Exercise requirements:
Which lines in the records below mention the word "hand"? Copy each one out.

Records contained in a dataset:
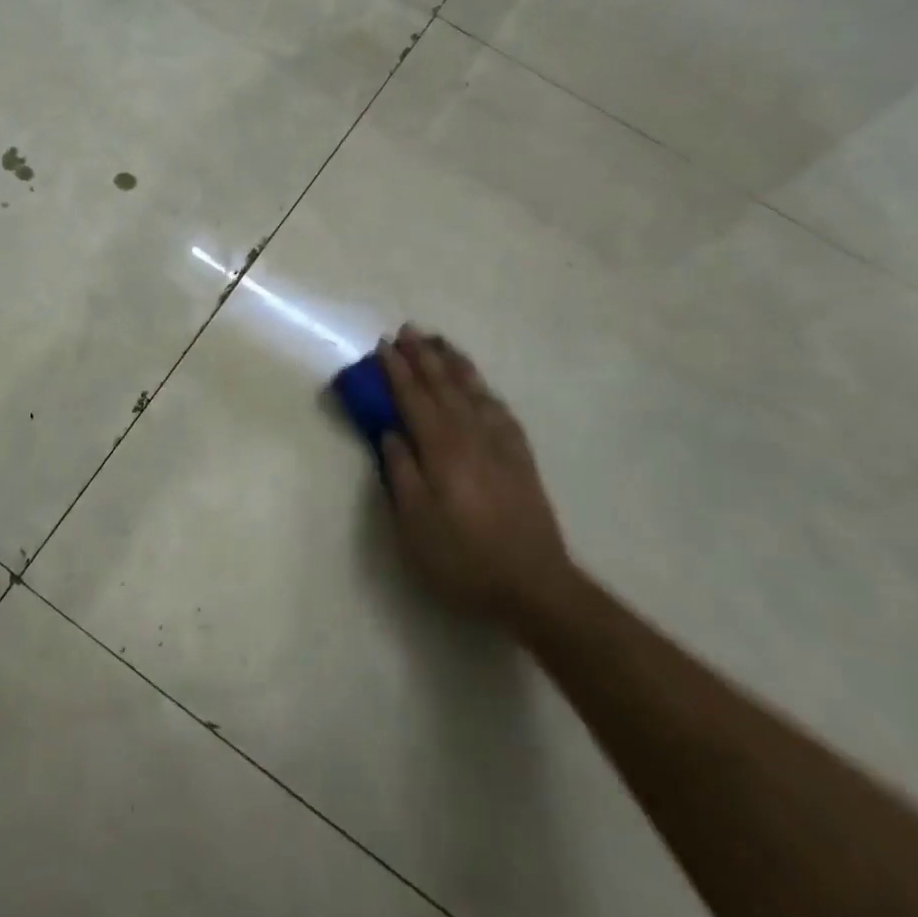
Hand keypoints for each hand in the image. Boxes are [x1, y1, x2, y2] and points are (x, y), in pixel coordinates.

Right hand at [378, 326, 575, 627]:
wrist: (534, 586)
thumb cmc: (463, 559)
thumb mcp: (415, 524)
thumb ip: (401, 472)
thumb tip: (390, 432)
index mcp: (441, 450)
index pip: (414, 399)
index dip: (397, 371)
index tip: (383, 346)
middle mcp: (471, 436)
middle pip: (444, 386)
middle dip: (423, 356)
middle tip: (407, 330)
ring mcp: (500, 445)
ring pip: (474, 391)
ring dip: (454, 363)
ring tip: (440, 342)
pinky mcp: (520, 458)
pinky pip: (500, 410)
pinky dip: (484, 390)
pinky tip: (480, 386)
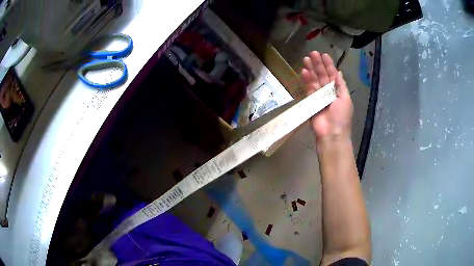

Solution:
Hand keypoints for each hand in the image. Boxes are [x1, y1, x2, y2] and points are (x, y), in pixel coordinates.
Right hand at [378, 326, 575, 627]:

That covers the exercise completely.